Exploring the world through the people we meet
and the food they eat.

Here’s what a cicada looks like; I’ve never knowingly
seen one.  Photo courtesy of Turtuga Blanku,
a musician and biologist.

CLANK-clank chime the halyards inside our mast as we rock ‘n roll in the swells 0f Simpson Bay, Philipsburg, Sint Maarten, ROARRRRR soar the jets at the nearby  Princess Juliana International Airport  (also known as Saint Maarten International Airport)  airport.  BBBRRRRRrrrrrrr echo the smaller craft, from the same location.  In quieter moments, SLOSH-slap, whispers the water, rocking us side to side (it is quite swelly here — for non-boaties — that is not a good thing).
What we don’t hear is the “clack-clacks’” “squeeeee-EEK,” which Robert Devaux, from The St. Lucia Research Centre” clarified “are cicadas, not grasshoppers.  He adds, “They are one of the loudest noise-makers of the insect world and can potentially cause deafness in humans at 128 decibels. They’re really quite harmless and cannot bite or sting, but might try to penetrate your skin and suck your juices only if allowed.
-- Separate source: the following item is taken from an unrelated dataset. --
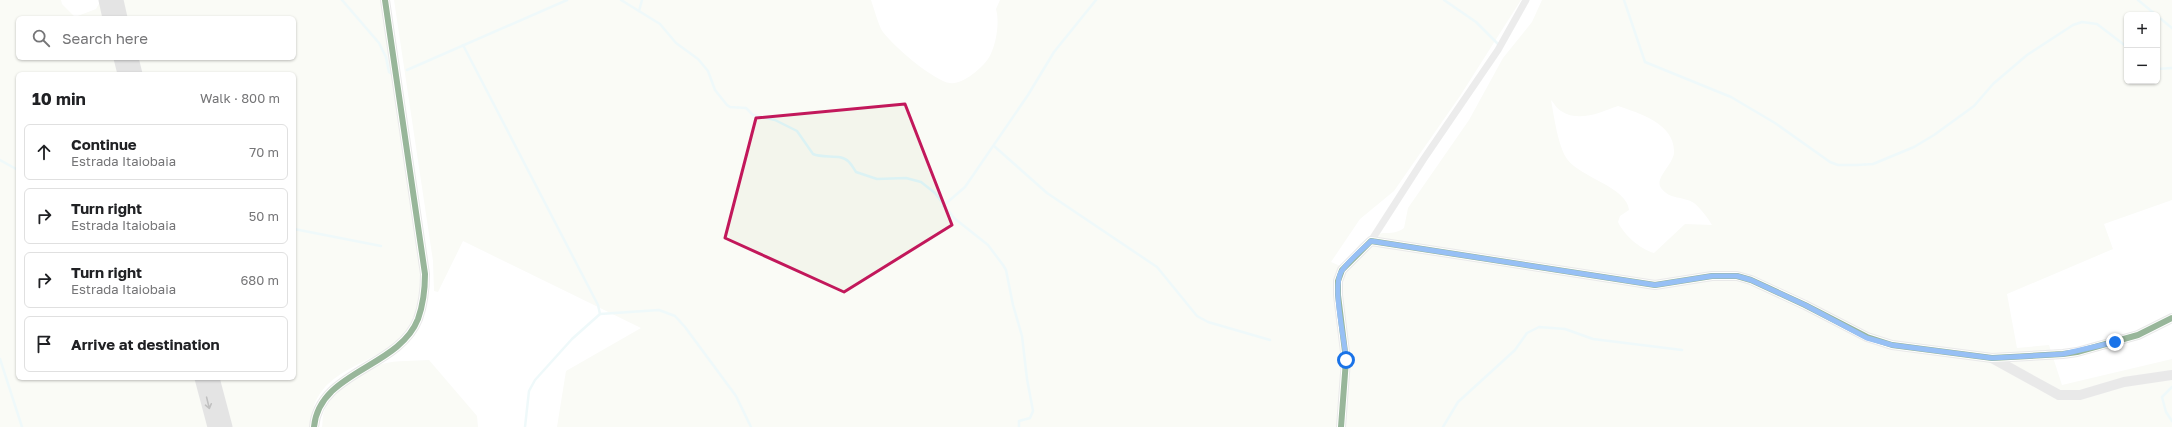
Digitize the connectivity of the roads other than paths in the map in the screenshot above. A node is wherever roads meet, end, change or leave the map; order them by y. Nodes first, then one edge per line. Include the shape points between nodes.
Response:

There are hundreds of species worldwide; they vary considerably, but all do basically the same thing and that is to make NOISE.”  Leon Pors, a wildlife conservationist and environmental educator, further explains the sounds is made by males, wooing their ladies, to initiate the cycle of life. 
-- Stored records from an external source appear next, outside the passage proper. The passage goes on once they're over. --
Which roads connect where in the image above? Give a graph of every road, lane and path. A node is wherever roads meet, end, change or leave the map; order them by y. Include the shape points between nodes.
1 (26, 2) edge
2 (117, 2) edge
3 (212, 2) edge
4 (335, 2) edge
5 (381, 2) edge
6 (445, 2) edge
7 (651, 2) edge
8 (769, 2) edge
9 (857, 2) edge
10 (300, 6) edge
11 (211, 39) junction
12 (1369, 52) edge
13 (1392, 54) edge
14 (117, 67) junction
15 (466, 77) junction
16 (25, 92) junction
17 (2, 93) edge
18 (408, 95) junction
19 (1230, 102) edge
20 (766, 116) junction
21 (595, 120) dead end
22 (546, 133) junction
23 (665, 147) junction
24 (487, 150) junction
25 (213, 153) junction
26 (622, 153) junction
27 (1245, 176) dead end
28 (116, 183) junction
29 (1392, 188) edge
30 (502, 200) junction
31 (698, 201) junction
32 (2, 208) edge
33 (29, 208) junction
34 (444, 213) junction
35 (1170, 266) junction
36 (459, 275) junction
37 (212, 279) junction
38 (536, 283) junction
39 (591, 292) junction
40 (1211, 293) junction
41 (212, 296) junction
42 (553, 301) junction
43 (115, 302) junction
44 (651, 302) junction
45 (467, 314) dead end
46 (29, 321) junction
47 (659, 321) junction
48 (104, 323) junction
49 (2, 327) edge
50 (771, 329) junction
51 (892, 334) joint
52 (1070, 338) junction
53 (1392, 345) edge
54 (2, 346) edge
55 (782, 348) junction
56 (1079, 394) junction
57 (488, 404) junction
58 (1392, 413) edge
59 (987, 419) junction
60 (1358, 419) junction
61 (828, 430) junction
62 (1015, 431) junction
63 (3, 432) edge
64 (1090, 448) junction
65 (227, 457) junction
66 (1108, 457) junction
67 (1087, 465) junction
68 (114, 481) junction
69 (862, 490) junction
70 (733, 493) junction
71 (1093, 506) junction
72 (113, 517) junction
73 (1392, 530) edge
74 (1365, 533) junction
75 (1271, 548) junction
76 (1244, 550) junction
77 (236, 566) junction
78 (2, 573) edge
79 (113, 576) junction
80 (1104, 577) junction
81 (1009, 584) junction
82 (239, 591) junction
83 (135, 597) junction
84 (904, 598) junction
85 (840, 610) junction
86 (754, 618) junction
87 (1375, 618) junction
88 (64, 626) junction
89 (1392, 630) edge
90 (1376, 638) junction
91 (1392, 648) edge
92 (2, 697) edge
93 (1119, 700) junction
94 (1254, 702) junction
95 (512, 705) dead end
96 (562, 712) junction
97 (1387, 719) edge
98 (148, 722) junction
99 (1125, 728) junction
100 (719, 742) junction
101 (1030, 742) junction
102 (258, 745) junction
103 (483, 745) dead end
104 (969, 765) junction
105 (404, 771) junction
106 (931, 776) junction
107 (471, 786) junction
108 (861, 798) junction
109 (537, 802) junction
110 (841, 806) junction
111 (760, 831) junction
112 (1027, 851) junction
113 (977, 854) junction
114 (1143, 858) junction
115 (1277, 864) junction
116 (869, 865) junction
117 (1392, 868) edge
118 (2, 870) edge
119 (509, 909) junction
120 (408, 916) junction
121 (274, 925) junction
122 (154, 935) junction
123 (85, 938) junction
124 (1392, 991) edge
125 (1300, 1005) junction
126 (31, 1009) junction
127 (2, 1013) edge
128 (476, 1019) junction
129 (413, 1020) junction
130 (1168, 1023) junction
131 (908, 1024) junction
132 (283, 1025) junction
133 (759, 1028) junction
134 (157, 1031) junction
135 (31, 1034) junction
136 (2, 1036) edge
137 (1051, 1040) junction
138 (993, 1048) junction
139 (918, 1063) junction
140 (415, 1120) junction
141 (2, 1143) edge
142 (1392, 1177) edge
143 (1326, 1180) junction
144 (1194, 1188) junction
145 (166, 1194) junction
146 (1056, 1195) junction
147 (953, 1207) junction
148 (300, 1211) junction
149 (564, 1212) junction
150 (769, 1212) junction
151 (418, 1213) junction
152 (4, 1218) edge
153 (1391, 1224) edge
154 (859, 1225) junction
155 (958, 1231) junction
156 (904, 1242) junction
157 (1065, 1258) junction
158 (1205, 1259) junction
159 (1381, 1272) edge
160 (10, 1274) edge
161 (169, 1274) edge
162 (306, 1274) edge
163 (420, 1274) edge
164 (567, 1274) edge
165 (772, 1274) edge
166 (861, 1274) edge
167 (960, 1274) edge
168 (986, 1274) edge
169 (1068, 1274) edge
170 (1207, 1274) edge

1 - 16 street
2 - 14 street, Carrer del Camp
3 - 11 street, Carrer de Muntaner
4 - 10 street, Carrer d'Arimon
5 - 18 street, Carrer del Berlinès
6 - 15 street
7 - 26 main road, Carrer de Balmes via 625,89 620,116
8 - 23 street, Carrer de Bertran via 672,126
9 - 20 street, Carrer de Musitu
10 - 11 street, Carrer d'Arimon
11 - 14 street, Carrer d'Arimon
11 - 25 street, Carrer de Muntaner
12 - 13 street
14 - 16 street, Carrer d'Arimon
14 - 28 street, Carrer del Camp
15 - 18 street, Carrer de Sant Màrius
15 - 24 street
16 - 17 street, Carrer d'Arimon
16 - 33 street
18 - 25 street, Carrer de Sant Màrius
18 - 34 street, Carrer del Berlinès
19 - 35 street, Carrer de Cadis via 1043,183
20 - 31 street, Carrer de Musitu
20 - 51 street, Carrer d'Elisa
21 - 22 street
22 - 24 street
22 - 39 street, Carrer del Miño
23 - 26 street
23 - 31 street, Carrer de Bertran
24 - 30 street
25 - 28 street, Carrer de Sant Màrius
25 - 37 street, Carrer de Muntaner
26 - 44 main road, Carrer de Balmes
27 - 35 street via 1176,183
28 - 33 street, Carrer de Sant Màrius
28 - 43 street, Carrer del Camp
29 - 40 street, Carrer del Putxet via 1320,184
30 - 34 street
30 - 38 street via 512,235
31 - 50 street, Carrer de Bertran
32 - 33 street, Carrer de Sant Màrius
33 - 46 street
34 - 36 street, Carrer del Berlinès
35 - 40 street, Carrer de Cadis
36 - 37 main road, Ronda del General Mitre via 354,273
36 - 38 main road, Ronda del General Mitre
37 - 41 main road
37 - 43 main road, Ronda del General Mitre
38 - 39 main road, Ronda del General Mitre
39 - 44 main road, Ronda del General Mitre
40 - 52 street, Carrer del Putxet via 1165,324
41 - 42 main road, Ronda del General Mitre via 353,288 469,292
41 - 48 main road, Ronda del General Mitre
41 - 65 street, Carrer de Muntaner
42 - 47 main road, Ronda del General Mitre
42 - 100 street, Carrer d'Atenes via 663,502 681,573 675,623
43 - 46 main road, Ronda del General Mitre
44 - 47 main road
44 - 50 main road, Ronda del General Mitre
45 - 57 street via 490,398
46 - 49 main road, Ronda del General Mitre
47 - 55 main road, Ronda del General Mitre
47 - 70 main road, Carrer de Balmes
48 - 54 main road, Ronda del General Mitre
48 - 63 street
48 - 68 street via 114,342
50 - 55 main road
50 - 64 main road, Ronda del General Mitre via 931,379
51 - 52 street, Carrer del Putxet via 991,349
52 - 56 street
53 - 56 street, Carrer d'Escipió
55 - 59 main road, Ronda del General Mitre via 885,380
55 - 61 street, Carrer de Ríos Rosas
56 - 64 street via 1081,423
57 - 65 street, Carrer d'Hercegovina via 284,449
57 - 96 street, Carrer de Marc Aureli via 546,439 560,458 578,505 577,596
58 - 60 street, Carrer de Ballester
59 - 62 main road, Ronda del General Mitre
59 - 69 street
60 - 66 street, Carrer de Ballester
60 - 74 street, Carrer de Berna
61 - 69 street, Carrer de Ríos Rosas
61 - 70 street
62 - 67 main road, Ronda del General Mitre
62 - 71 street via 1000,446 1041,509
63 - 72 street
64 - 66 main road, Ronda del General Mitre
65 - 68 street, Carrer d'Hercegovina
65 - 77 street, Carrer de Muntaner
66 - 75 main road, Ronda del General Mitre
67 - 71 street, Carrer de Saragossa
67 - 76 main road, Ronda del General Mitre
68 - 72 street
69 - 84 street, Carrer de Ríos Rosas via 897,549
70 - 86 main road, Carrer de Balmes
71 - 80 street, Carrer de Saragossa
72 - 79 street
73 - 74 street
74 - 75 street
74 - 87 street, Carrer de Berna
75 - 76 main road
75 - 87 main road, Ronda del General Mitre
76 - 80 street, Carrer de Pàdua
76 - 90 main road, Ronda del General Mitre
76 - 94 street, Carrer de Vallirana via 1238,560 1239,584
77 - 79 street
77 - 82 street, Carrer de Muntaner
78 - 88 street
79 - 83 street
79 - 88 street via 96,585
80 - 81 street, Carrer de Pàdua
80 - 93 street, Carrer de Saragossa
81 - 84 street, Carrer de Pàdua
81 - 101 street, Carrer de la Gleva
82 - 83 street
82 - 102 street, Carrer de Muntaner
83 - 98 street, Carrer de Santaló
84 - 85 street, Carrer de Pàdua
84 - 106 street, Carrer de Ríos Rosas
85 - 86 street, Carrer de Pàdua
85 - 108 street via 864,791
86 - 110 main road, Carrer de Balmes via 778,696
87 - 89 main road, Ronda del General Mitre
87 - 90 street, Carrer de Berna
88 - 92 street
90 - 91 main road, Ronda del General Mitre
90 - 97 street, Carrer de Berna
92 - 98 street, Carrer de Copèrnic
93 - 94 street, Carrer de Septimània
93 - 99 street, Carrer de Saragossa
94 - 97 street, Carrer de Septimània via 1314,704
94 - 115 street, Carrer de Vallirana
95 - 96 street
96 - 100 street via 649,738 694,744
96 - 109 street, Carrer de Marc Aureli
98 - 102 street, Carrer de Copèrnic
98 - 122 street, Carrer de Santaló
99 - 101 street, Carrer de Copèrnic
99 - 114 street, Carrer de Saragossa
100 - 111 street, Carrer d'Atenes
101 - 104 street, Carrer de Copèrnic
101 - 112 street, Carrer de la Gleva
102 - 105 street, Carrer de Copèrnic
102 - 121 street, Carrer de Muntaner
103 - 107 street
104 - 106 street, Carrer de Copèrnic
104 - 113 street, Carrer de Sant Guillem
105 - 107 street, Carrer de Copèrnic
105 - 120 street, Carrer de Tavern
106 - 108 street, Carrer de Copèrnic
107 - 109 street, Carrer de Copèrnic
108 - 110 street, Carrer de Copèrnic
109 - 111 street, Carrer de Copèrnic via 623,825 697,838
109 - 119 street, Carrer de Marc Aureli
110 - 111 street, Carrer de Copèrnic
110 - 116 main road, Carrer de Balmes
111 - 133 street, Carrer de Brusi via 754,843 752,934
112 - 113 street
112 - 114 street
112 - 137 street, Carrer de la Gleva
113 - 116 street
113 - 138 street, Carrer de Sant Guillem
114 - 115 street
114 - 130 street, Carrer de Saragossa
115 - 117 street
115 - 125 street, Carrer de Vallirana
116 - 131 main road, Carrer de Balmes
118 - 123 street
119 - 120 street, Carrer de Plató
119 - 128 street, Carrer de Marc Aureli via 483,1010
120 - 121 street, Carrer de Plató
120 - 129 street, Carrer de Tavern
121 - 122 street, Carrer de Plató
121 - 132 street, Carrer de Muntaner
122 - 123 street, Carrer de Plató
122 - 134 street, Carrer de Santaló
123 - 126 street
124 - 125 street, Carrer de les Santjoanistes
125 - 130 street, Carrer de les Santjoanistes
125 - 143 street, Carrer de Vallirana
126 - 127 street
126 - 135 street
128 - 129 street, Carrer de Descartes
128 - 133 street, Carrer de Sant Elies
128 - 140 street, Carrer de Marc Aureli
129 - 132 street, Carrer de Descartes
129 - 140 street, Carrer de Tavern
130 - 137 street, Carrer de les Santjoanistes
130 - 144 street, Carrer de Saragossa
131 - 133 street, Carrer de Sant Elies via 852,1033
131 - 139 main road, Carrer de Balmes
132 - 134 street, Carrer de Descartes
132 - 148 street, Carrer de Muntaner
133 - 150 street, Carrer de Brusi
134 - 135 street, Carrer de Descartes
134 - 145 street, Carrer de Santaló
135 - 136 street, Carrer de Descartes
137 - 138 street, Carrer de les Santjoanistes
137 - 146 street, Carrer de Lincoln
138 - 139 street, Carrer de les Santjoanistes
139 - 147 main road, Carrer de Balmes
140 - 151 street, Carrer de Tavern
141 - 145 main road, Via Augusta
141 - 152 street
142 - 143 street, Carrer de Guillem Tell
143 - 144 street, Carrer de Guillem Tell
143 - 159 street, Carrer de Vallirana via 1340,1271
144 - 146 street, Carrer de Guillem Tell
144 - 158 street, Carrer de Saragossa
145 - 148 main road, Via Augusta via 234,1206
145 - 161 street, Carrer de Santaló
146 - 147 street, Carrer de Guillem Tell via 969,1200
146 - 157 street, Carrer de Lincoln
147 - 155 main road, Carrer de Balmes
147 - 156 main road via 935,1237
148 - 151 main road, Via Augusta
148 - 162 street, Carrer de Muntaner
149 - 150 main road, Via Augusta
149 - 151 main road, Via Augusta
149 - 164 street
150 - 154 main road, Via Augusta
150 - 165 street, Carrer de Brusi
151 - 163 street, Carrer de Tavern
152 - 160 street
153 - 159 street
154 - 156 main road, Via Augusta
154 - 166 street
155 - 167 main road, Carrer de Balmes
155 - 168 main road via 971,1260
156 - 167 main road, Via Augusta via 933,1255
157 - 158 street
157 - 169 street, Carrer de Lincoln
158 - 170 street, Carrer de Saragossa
Not surprisingly, cicadas are considered symbolic of rebirth and the cycle of life, fertility, happiness, a happy time with old friends…. No wonder we found the sound joyous!
Oh sure, we knew the day would come when we would no longer hear the orchestral sound of thousands of stuck wheel bearings chirping together.  In anticipation, I’ve searched to no avail for a sound file that captures their nocturnal song. I’ve found other cicada recordings, but their song is not the same.
We expect we’ll hear clack-clacks again soon enough once we move on from Simpson Bay, but we know the day will come when they’re gone forever, and we’ll miss them.  Nomadic as we are, we’ve come to associate clack-clacks with the sound of home, a time to slow down, watch the sunset, enjoy supper and reflect on our blessings especially as we enter the New Year, including clack-clacks.